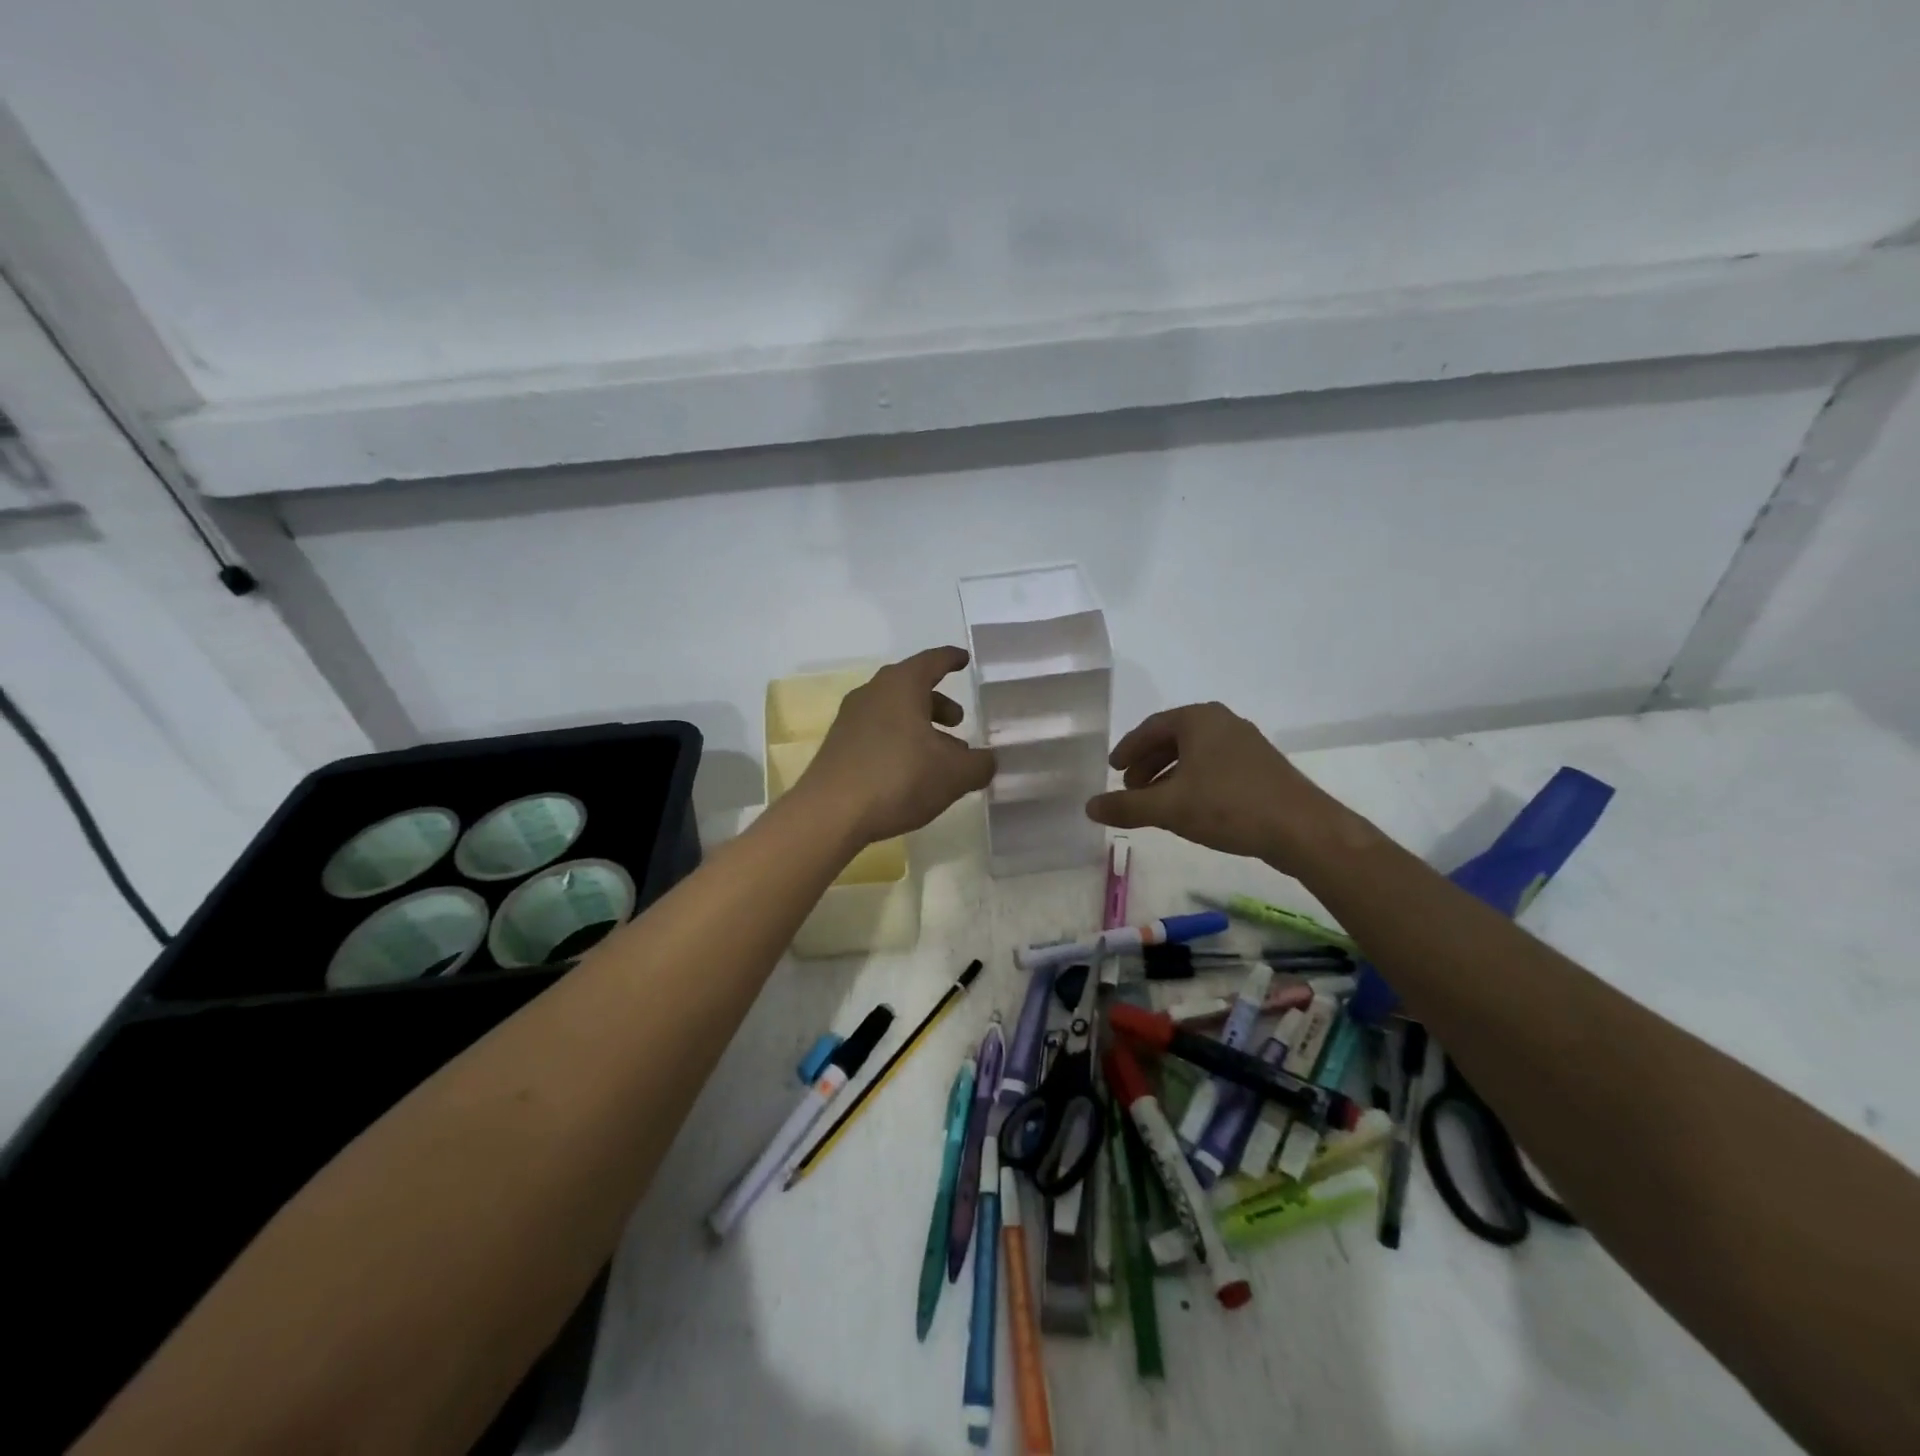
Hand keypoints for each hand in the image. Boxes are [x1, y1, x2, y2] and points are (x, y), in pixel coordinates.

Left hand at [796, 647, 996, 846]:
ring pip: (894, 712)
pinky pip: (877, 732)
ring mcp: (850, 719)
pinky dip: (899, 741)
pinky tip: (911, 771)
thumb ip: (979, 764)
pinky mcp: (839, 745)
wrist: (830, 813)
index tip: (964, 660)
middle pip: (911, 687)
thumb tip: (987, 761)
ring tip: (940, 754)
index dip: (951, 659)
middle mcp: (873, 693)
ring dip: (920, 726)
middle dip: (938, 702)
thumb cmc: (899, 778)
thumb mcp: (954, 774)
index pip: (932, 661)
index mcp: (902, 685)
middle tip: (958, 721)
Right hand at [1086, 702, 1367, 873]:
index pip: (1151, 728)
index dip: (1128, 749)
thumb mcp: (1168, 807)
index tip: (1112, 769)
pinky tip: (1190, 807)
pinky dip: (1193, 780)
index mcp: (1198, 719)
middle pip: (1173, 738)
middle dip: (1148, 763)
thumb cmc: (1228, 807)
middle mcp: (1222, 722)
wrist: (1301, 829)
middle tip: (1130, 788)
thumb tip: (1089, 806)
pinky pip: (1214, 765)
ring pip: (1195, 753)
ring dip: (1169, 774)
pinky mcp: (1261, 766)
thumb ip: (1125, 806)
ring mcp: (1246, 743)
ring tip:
****************
- _Work to be completed_:
Every line of the material above that has the string "hand" needs pulling out.

- _Solution to the exercise_:
Hand keypoints for each hand in the image. Boxes are [x1, y1, x2, y2] and points are (x, y), in pixel coordinates.
Left hand at [796, 647, 996, 846]:
Right hand at [1086, 702, 1367, 873]:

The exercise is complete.